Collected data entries
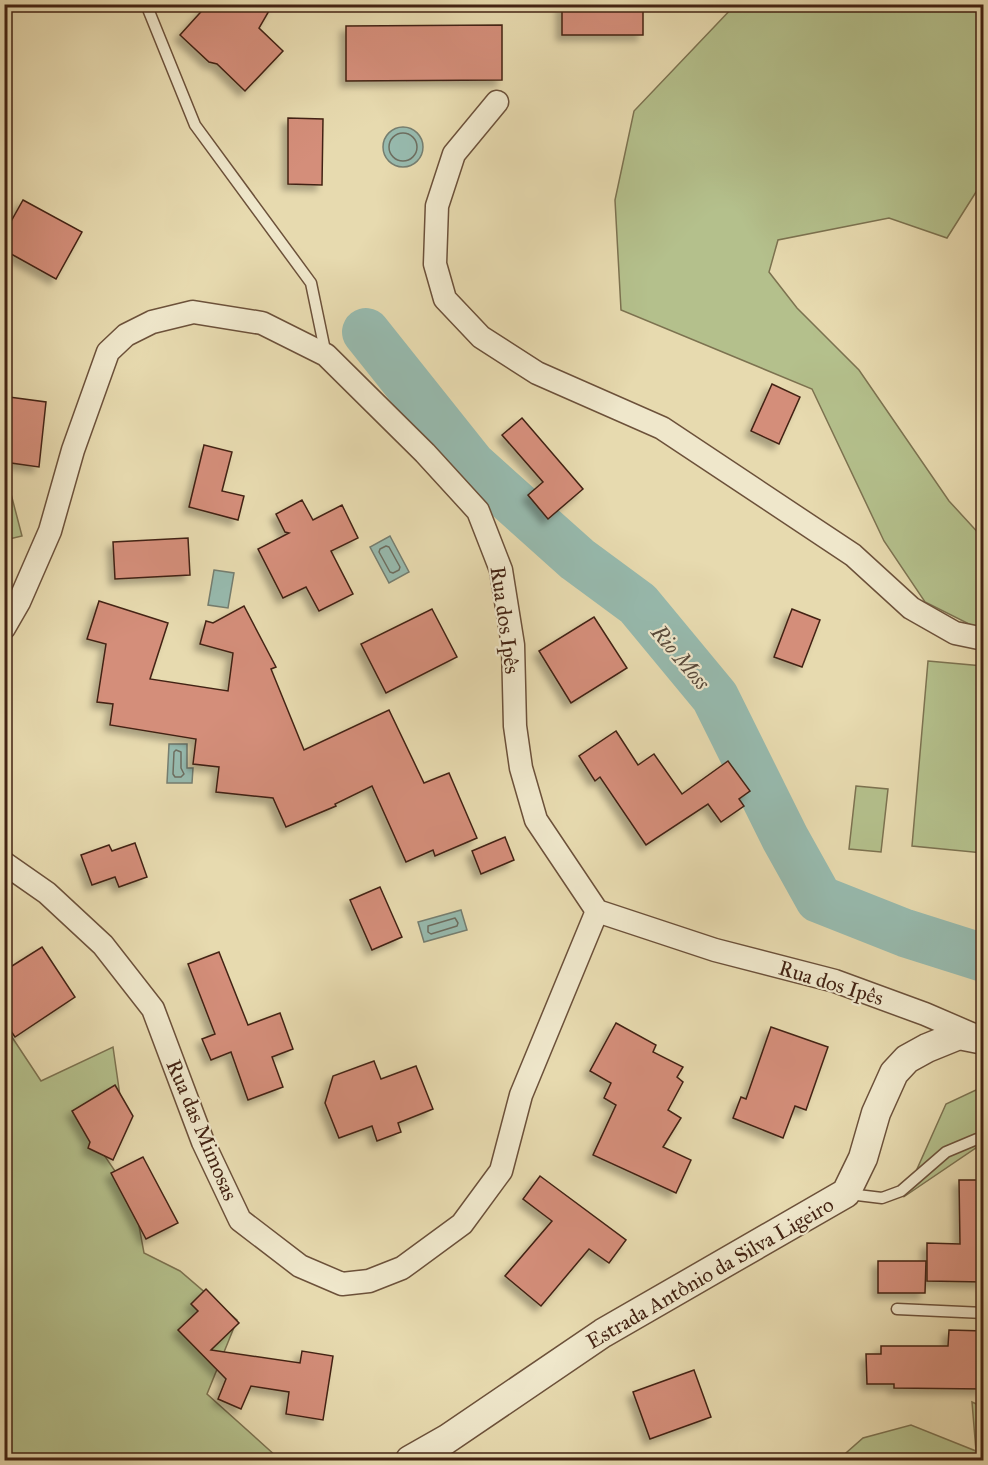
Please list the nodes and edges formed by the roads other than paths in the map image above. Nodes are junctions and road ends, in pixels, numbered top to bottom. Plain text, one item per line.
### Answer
1 (146, 4) edge
2 (497, 102) dead end
3 (326, 355) junction
4 (4, 628) edge
5 (984, 639) edge
6 (4, 863) edge
7 (597, 911) junction
8 (984, 1039) edge
9 (984, 1141) edge
10 (846, 1193) junction
11 (897, 1309) dead end
12 (984, 1313) edge
13 (410, 1461) edge

1 - 3 lane
2 - 5 street
3 - 4 street, Rua dos Ipês
3 - 7 street, Rua dos Ipês
6 - 7 street, Rua das Mimosas
7 - 8 street, Rua dos Ipês
8 - 10 street, Estrada Antônio da Silva Ligeiro
9 - 10 lane
10 - 13 street, Estrada Antônio da Silva Ligeiro
11 - 12 lane

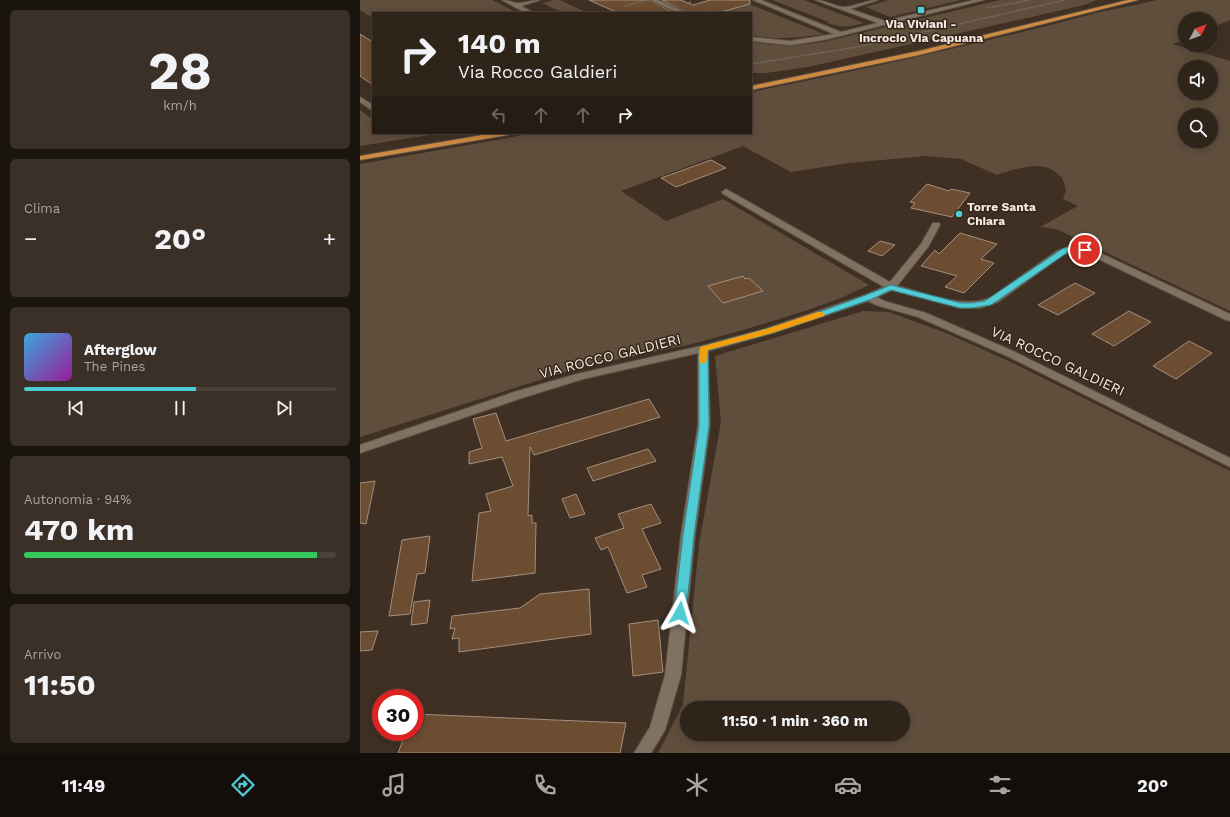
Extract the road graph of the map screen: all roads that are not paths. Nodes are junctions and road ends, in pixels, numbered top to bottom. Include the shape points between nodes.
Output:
1 (505, 0) edge
2 (537, 0) edge
3 (653, 0) edge
4 (756, 0) edge
5 (818, 0) edge
6 (876, 0) edge
7 (981, 0) edge
8 (1114, 0) edge
9 (1135, 0) edge
10 (516, 5) junction
11 (844, 10) junction
12 (529, 12) edge
13 (682, 12) edge
14 (883, 24) junction
15 (841, 34) junction
16 (752, 39) edge
17 (752, 81) edge
18 (752, 88) edge
19 (360, 99) edge
20 (372, 107) edge
21 (463, 134) edge
22 (502, 134) edge
23 (360, 151) edge
24 (360, 158) edge
25 (726, 192) dead end
26 (936, 225) dead end
27 (891, 287) junction
28 (869, 297) junction
29 (1230, 318) edge
30 (703, 349) junction
31 (360, 449) edge
32 (1230, 463) edge
33 (642, 753) edge

1 - 10 street
2 - 10 street
3 - 13 street
4 - 15 street
5 - 11 street
6 - 11 street
7 - 14 street
8 - 17 highway via 914,48
9 - 18 highway via 940,48
10 - 12 street
11 - 14 street
14 - 15 street
15 - 16 street via 790,43
19 - 20 street
21 - 23 highway
22 - 24 highway
25 - 27 street
26 - 27 street via 925,245
27 - 28 street, VIA ROCCO GALDIERI
27 - 29 street via 949,303 980,305 994,300 1065,250 1078,249 1097,255
28 - 30 street, VIA ROCCO GALDIERI via 769,331
28 - 32 street, VIA ROCCO GALDIERI via 880,303 922,315 1011,354
30 - 31 street, VIA ROCCO GALDIERI via 581,376
30 - 33 street via 704,426 688,535 673,675 657,730

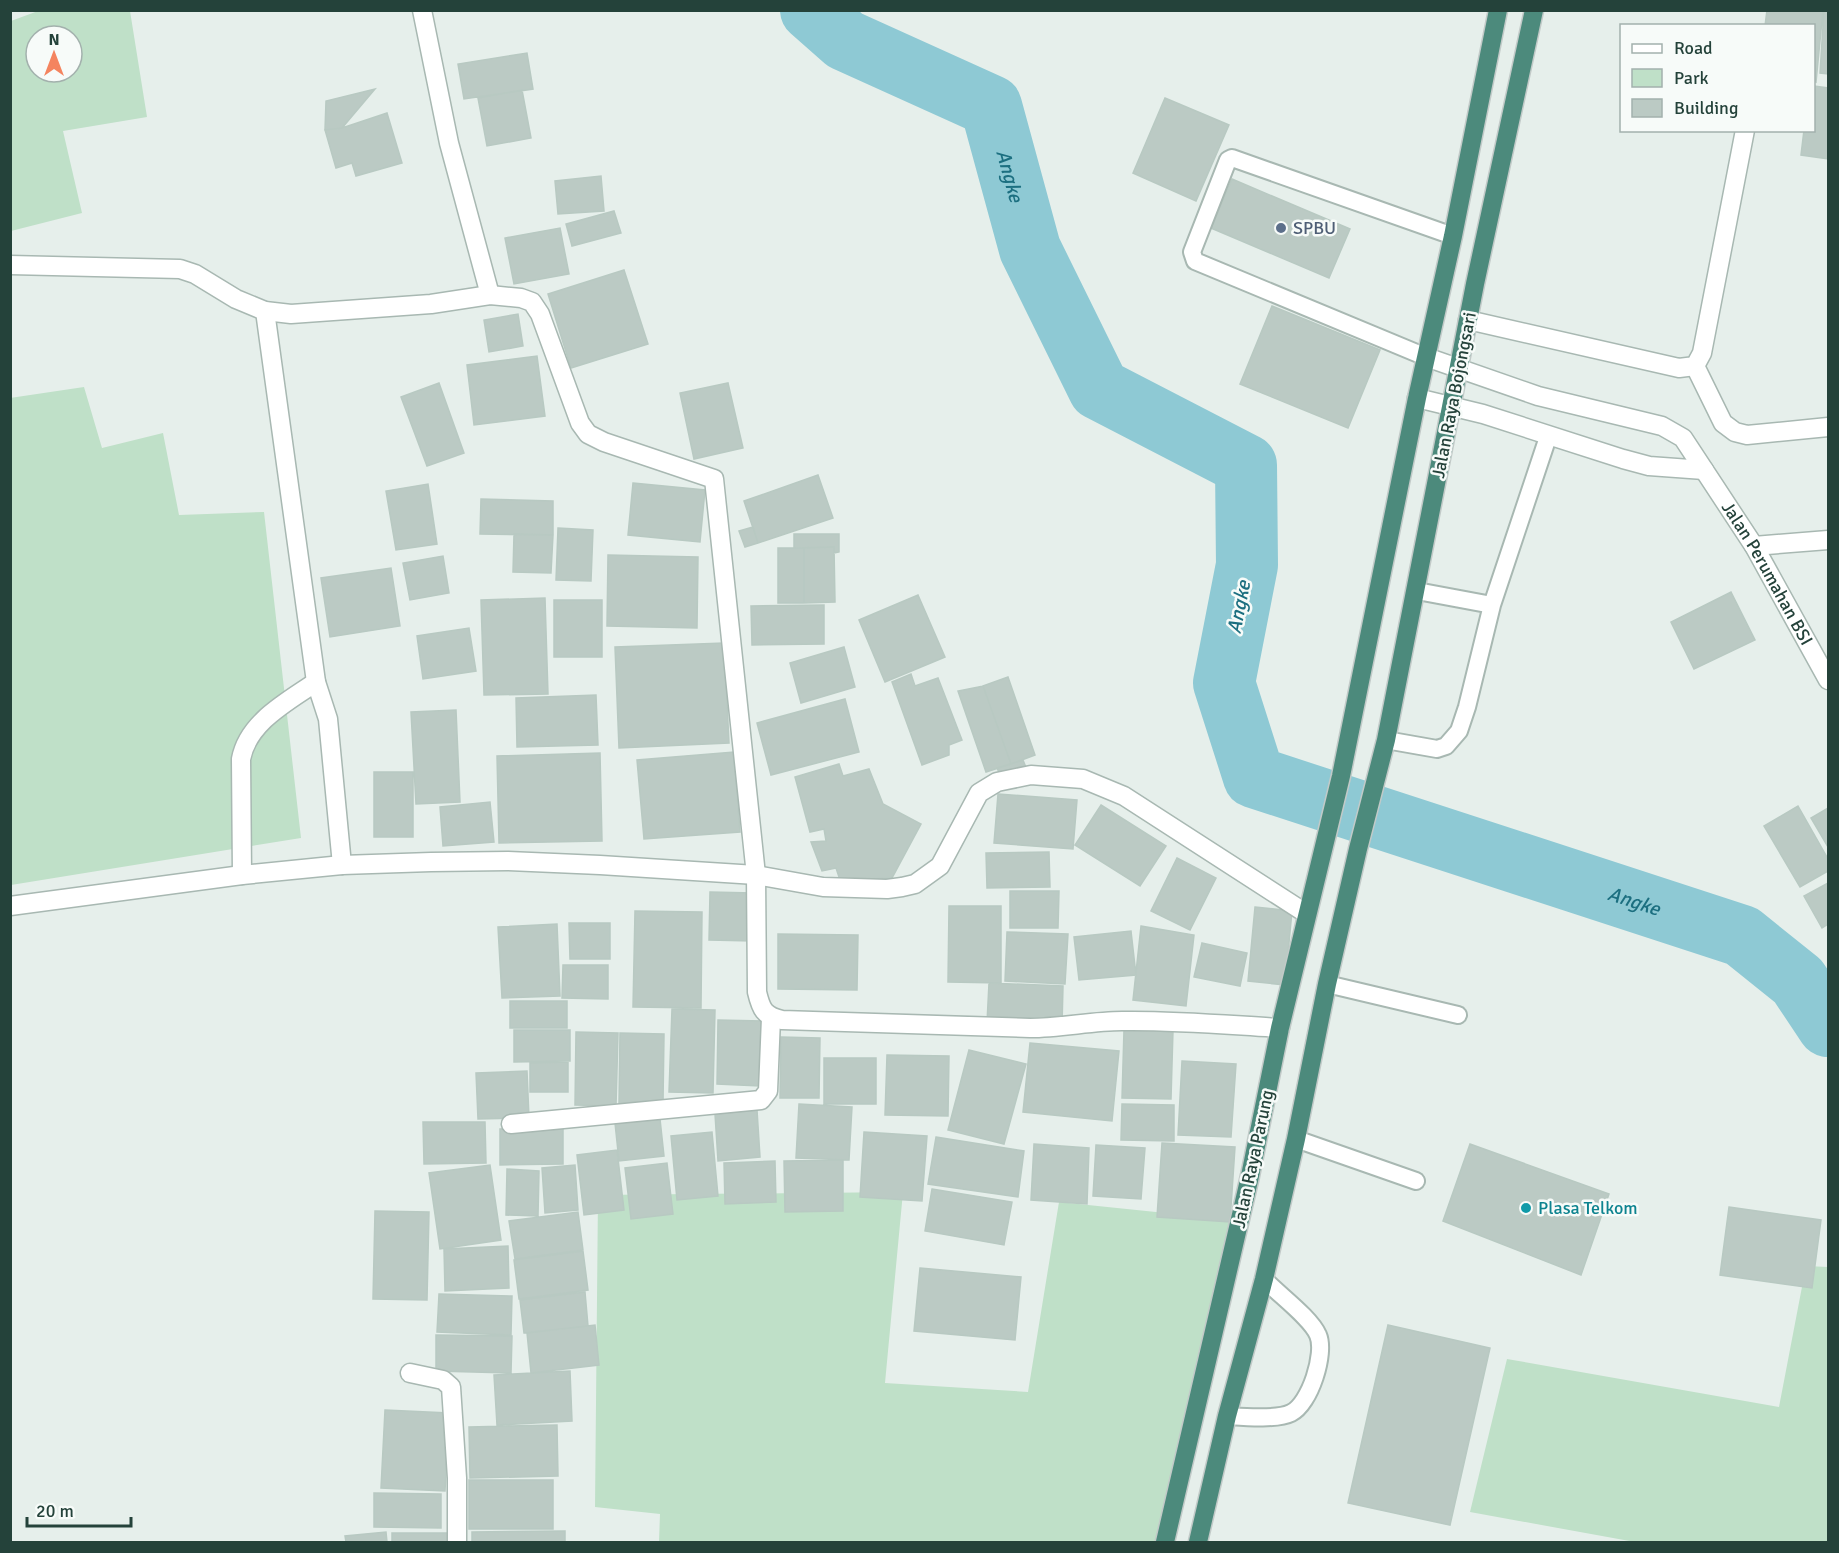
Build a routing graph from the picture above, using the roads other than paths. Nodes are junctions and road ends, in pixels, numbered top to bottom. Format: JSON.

[Work to be completed] Your answer should be all lines from the data that contain "paths".

[Written response]
Please list the nodes and edges formed by the roads other than paths in the map image above. Nodes are junctions and road ends, in pixels, numbered top to bottom. Plain text, one item per line.
Extract the road graph of the map screen: all roads that are not paths. Nodes are junctions and road ends, in pixels, numbered top to bottom. Include the shape points between nodes.
Build a routing graph from the picture above, using the roads other than paths. Nodes are junctions and road ends, in pixels, numbered top to bottom. Format: JSON.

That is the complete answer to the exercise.